— ASSIGNMENT —
Scan the entries below. Report each line where the string "family" occurs.

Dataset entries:
□ □ □ □ □ □ □
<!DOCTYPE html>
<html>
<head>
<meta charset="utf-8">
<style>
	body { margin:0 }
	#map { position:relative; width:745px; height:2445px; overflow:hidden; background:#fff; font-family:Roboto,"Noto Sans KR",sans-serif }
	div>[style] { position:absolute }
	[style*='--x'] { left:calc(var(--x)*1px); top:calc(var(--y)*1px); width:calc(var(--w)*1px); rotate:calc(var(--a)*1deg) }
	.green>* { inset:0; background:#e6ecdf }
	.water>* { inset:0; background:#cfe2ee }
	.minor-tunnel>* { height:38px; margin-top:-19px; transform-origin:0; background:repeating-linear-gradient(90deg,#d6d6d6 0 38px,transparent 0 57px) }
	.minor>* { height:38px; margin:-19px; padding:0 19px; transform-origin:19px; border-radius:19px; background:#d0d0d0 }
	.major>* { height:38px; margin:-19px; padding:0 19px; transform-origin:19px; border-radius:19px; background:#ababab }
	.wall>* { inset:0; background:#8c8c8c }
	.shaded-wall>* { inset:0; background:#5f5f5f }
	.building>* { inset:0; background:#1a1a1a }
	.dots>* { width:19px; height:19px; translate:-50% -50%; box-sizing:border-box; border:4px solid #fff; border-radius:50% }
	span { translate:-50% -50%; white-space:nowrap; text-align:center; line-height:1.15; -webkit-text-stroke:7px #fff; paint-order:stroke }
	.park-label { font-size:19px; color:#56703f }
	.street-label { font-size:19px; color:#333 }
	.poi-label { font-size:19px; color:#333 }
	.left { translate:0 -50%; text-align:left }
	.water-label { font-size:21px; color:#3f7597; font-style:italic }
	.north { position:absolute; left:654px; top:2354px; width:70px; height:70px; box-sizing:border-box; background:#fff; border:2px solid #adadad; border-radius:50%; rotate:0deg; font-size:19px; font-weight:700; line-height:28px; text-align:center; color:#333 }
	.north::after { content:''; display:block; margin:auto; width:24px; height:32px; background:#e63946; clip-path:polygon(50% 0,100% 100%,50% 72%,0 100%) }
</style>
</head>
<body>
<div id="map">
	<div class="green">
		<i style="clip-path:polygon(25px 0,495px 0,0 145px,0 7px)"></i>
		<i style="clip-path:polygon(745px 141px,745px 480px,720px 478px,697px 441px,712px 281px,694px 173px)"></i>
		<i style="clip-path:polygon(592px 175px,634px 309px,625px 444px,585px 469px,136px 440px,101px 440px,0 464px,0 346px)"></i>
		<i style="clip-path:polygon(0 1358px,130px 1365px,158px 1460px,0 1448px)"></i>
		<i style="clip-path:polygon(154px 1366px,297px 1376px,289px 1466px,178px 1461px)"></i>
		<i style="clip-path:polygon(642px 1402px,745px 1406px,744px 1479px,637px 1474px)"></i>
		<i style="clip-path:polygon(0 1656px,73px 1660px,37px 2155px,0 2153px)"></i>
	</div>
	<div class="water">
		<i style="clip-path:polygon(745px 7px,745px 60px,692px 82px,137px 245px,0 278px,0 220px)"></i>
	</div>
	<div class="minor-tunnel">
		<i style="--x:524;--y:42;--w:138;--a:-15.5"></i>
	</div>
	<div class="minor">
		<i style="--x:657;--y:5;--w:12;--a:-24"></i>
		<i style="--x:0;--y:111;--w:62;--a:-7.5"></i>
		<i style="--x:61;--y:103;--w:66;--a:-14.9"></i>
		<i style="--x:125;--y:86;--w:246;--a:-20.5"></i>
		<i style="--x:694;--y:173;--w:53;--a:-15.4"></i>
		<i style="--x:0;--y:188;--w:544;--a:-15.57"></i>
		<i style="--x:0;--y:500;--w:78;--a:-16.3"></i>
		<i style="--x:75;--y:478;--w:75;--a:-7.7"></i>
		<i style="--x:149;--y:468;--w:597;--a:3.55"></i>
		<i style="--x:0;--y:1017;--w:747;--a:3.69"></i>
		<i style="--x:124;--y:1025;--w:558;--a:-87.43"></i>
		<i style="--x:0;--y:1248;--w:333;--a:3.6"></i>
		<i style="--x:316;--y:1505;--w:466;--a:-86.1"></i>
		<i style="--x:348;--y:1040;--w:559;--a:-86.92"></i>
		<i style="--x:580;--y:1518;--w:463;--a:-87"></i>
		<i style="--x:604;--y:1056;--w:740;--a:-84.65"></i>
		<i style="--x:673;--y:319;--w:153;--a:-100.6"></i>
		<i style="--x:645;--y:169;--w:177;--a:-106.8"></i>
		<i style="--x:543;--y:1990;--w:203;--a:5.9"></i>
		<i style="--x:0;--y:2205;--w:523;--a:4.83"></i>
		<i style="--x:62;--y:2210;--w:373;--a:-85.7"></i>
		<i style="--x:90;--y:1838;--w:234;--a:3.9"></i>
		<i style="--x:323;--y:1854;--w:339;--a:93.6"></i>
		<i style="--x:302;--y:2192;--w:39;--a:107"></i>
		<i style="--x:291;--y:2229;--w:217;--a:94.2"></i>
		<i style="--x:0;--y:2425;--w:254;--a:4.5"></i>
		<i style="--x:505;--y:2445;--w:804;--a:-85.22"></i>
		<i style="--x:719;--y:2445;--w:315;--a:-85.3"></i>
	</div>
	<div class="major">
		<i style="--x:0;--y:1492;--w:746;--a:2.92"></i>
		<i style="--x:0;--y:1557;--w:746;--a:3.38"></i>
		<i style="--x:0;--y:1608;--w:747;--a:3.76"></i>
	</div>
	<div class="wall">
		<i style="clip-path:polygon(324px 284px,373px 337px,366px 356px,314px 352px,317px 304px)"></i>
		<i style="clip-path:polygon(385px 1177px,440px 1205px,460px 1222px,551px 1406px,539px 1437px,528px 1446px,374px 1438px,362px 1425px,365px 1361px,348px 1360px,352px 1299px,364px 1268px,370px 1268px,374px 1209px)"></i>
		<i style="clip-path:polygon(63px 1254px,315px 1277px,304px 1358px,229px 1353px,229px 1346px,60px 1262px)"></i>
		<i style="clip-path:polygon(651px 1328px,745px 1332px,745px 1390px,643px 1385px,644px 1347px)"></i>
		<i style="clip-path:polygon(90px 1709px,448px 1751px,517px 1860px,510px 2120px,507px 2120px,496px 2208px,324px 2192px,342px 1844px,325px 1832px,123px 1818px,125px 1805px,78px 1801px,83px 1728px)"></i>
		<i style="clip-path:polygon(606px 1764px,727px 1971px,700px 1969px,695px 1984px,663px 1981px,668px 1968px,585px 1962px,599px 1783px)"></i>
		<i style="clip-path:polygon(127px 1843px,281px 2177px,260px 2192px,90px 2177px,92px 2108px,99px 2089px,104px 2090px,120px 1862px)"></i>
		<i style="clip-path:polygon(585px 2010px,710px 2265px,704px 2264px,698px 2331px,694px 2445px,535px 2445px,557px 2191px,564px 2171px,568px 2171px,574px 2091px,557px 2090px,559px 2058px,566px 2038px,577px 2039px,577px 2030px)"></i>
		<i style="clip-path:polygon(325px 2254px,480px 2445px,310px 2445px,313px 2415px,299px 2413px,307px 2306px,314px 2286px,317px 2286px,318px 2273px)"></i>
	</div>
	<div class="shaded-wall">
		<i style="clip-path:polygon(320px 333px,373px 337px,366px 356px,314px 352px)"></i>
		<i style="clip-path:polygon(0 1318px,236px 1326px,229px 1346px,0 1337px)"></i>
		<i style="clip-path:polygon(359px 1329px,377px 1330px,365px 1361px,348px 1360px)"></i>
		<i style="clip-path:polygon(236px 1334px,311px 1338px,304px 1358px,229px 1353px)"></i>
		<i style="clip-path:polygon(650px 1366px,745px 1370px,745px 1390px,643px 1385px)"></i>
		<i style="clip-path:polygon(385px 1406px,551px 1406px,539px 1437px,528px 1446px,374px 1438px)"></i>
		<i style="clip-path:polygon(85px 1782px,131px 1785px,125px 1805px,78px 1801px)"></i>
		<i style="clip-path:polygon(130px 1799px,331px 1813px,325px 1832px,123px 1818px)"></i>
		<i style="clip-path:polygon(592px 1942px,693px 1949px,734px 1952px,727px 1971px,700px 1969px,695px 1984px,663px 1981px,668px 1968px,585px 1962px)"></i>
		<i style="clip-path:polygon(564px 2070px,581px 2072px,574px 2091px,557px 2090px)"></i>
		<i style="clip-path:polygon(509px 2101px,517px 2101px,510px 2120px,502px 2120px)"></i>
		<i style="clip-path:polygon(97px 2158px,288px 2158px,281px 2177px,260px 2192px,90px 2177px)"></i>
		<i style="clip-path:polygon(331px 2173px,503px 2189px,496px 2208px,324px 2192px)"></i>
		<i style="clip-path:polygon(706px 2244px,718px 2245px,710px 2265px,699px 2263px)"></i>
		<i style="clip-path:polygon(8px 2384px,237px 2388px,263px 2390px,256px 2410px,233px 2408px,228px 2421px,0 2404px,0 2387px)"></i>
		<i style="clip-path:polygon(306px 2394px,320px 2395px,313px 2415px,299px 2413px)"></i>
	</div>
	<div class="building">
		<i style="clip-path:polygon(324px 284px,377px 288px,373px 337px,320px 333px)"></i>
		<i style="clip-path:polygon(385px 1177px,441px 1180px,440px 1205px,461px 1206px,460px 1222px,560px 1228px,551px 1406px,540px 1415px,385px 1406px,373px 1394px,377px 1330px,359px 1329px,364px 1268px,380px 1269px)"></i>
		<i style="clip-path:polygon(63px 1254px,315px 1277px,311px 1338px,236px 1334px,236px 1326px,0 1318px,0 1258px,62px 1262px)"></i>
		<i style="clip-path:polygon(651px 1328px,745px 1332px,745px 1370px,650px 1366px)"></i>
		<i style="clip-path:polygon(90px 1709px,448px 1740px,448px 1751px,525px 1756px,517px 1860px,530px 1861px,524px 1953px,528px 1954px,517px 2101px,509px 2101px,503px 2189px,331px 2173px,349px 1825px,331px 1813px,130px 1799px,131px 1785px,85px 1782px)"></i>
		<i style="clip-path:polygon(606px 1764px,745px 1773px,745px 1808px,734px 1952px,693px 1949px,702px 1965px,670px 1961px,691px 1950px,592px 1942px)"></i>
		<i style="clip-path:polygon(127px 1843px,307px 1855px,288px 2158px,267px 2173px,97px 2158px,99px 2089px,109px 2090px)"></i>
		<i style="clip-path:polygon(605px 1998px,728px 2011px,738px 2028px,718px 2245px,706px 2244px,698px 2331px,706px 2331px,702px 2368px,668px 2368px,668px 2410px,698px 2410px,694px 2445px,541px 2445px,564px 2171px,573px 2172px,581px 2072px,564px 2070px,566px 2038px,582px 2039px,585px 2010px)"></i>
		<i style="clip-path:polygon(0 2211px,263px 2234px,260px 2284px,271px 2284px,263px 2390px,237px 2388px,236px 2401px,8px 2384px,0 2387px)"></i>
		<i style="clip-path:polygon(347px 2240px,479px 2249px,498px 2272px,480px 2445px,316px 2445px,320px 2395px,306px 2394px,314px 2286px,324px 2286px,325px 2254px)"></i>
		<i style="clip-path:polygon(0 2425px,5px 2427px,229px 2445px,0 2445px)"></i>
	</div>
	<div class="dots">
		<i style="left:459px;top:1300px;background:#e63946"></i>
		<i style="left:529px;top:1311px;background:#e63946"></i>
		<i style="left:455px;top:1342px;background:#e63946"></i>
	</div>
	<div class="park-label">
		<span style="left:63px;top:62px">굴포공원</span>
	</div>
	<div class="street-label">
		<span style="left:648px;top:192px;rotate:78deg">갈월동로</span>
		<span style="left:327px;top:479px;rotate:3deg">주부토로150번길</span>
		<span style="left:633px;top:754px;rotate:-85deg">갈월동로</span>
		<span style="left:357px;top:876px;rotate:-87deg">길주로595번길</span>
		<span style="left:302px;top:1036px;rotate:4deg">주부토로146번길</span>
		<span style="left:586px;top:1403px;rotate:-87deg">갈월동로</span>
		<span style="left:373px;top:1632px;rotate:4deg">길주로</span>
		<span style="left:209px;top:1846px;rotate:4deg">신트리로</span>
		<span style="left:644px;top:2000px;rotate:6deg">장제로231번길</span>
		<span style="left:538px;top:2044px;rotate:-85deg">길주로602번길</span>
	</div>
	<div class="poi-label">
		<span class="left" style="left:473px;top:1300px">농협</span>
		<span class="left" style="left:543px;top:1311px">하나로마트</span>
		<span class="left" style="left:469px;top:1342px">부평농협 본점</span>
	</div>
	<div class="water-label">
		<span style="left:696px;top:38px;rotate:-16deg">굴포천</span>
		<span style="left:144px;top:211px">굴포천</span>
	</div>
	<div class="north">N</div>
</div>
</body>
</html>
□ □ □ □ □ □ □
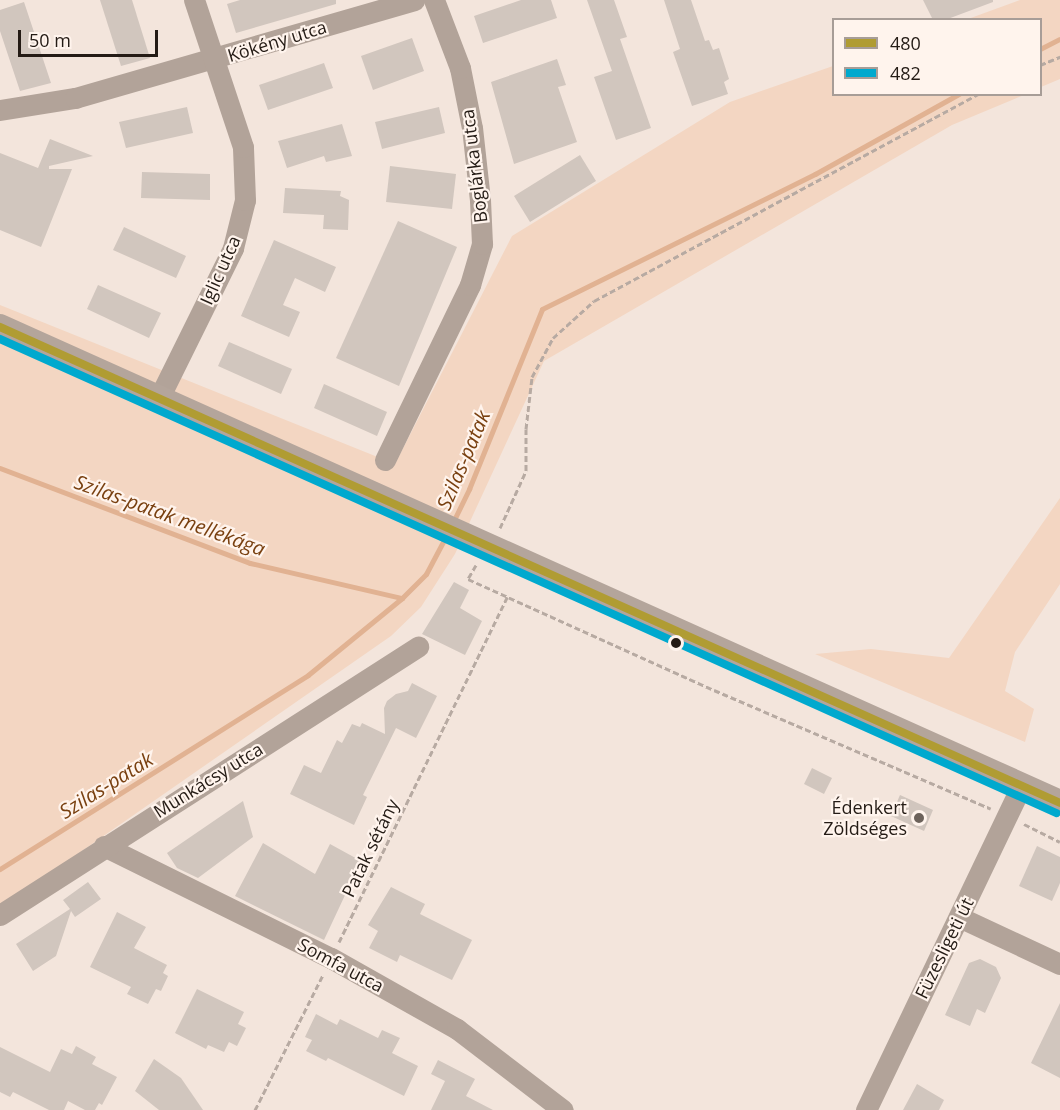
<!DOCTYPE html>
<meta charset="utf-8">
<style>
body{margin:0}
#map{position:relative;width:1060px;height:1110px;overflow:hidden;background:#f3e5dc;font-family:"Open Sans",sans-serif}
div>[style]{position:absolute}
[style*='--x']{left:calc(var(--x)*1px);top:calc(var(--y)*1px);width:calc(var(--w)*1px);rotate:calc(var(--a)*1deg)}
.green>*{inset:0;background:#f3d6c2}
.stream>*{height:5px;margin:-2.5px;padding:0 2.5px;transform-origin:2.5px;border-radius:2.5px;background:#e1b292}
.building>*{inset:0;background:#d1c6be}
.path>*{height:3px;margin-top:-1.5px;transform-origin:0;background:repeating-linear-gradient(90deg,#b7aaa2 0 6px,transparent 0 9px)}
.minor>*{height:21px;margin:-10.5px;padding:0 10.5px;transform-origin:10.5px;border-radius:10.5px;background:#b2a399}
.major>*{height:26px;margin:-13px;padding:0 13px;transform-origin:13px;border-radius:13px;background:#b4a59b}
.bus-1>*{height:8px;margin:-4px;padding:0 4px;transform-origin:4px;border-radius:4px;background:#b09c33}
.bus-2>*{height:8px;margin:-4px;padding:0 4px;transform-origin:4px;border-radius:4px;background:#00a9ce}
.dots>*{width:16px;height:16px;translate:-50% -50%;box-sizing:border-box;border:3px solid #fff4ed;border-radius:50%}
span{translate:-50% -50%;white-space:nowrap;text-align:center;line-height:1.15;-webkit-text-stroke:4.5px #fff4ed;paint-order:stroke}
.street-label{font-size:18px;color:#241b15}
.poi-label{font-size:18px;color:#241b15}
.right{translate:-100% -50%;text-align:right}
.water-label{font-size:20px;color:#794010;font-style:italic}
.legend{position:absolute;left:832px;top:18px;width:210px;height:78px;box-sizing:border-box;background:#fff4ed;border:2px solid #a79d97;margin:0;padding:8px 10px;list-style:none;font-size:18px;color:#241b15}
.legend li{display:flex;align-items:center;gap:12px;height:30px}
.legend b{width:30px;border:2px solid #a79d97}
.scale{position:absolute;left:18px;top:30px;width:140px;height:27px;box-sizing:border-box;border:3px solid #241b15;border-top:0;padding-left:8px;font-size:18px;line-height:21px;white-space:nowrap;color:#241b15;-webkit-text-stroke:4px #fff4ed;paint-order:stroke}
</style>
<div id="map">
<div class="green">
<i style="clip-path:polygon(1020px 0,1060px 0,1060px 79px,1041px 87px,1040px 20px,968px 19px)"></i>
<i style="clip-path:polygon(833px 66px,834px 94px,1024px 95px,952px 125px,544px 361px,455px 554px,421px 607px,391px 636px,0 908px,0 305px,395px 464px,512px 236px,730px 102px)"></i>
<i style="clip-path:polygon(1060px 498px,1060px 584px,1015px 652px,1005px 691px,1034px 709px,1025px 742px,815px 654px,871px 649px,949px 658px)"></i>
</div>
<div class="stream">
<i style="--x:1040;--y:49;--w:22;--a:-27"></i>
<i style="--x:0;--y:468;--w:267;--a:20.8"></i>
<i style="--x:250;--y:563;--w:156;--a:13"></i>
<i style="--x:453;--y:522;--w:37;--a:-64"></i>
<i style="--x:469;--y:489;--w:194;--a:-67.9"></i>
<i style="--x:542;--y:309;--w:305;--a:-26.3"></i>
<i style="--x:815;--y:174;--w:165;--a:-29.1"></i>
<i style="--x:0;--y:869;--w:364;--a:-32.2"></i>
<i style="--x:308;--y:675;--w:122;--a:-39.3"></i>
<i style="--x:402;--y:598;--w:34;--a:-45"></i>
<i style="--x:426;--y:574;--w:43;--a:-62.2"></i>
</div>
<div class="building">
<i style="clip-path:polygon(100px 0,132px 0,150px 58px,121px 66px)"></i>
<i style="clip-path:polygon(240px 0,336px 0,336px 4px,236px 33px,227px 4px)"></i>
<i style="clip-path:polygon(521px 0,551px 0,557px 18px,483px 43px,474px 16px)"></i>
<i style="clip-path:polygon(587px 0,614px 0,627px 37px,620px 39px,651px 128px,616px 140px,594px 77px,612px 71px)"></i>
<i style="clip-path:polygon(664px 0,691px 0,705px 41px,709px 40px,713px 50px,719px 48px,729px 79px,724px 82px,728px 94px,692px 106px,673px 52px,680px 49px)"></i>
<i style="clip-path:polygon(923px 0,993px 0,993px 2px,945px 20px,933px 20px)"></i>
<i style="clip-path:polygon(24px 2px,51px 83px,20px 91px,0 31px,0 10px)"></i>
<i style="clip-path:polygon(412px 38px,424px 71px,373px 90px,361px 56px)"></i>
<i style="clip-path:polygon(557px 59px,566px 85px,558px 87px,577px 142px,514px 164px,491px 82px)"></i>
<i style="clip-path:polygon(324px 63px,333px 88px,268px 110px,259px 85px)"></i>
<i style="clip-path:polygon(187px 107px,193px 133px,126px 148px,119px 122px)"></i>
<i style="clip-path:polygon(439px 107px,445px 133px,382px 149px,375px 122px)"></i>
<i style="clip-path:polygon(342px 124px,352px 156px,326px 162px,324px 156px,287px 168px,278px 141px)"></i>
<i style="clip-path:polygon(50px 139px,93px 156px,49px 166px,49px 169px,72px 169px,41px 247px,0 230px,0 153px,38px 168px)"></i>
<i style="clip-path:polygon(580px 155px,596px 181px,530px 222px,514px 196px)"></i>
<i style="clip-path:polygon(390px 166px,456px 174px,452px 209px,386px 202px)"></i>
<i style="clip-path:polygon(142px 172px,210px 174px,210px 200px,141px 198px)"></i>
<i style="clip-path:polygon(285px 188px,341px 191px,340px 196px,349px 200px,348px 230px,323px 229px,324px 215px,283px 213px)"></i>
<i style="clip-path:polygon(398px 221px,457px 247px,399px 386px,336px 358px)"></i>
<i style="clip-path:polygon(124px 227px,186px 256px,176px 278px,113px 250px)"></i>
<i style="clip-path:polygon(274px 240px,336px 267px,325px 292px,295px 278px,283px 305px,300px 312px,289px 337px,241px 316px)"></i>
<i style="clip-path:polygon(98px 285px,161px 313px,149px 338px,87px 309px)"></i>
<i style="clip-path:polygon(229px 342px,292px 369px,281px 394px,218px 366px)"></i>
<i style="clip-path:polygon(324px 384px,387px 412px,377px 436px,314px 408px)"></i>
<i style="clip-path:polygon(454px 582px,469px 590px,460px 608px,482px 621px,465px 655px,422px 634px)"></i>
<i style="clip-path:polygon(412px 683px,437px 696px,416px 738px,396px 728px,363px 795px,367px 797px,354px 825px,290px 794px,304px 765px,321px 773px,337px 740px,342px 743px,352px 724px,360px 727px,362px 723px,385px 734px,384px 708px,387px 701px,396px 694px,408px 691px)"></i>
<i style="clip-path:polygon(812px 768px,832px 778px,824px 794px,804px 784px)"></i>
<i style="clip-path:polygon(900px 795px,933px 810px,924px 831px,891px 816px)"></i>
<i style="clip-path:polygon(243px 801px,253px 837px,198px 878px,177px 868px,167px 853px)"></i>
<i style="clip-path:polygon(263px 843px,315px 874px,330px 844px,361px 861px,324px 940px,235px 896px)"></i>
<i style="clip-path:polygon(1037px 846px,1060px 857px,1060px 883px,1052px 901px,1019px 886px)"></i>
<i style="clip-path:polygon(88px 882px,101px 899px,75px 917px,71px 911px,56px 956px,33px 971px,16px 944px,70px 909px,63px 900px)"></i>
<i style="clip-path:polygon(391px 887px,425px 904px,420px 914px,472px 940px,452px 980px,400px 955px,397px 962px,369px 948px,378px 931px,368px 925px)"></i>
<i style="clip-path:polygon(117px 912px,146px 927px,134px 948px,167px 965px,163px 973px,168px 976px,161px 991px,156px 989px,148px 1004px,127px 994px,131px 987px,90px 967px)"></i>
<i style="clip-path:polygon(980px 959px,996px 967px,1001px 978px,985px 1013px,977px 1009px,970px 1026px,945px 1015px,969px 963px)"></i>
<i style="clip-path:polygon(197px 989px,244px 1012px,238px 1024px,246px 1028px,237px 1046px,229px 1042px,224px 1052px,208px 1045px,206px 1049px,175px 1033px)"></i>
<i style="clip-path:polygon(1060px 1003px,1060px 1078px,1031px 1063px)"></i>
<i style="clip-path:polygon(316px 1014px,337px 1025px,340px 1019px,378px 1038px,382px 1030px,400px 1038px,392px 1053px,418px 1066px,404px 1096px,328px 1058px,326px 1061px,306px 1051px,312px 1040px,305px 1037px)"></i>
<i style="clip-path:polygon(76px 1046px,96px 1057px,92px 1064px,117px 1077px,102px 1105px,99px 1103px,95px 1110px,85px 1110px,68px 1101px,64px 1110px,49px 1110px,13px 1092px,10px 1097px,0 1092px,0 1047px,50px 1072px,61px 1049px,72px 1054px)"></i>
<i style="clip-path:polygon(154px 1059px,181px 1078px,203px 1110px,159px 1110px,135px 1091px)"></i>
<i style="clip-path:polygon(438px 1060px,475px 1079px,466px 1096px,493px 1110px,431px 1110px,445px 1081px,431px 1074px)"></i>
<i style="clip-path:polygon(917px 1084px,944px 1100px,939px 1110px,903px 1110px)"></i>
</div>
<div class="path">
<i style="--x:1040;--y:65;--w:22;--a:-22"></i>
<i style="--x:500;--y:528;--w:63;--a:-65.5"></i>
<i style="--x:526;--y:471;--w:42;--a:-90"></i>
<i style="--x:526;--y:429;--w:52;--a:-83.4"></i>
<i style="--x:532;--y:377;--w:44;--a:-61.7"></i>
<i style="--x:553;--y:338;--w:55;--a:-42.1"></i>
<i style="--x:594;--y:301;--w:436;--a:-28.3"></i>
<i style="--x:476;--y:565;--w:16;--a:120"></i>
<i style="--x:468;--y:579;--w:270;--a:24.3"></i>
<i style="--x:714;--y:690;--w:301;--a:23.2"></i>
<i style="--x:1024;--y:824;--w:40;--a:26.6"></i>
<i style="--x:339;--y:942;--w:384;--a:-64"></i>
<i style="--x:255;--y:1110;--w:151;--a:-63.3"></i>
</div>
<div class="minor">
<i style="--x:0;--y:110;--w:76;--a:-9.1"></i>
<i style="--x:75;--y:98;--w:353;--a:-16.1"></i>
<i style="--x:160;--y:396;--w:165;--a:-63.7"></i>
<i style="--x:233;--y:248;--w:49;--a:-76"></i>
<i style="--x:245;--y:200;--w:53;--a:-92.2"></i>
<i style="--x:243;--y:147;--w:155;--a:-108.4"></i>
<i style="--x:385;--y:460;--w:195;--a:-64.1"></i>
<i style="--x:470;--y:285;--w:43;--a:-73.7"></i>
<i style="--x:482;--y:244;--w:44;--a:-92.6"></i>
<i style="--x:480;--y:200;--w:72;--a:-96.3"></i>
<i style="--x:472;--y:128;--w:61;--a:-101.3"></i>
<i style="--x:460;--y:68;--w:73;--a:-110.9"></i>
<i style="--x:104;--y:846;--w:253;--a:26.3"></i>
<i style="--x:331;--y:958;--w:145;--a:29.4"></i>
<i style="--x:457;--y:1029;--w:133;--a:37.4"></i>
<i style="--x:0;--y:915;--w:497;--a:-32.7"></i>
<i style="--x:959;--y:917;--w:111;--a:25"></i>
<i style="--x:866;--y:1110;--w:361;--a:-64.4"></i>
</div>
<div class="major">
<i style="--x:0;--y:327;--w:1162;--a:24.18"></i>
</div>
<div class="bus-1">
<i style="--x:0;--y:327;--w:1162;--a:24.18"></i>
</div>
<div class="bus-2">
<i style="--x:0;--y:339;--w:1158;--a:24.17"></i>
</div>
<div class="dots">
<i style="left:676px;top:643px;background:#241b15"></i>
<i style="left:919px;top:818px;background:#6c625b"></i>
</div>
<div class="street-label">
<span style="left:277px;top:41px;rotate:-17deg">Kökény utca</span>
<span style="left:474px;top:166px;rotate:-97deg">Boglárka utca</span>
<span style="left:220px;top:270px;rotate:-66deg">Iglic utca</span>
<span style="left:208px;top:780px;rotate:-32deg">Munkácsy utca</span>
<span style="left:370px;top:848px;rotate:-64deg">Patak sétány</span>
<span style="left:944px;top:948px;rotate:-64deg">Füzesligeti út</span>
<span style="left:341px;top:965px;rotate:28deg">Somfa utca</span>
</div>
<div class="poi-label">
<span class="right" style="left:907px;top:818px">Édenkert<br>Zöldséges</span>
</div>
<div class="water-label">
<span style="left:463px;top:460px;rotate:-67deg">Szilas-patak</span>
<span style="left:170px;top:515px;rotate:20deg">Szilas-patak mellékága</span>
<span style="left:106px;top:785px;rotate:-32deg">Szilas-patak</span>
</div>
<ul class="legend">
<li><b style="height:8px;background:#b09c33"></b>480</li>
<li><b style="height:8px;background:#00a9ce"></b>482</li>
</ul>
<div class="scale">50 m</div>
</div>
□ □ □ □ □ □ □
— RESULT BELOW —
	#map { position:relative; width:745px; height:2445px; overflow:hidden; background:#fff; font-family:Roboto,"Noto Sans KR",sans-serif }
#map{position:relative;width:1060px;height:1110px;overflow:hidden;background:#f3e5dc;font-family:"Open Sans",sans-serif}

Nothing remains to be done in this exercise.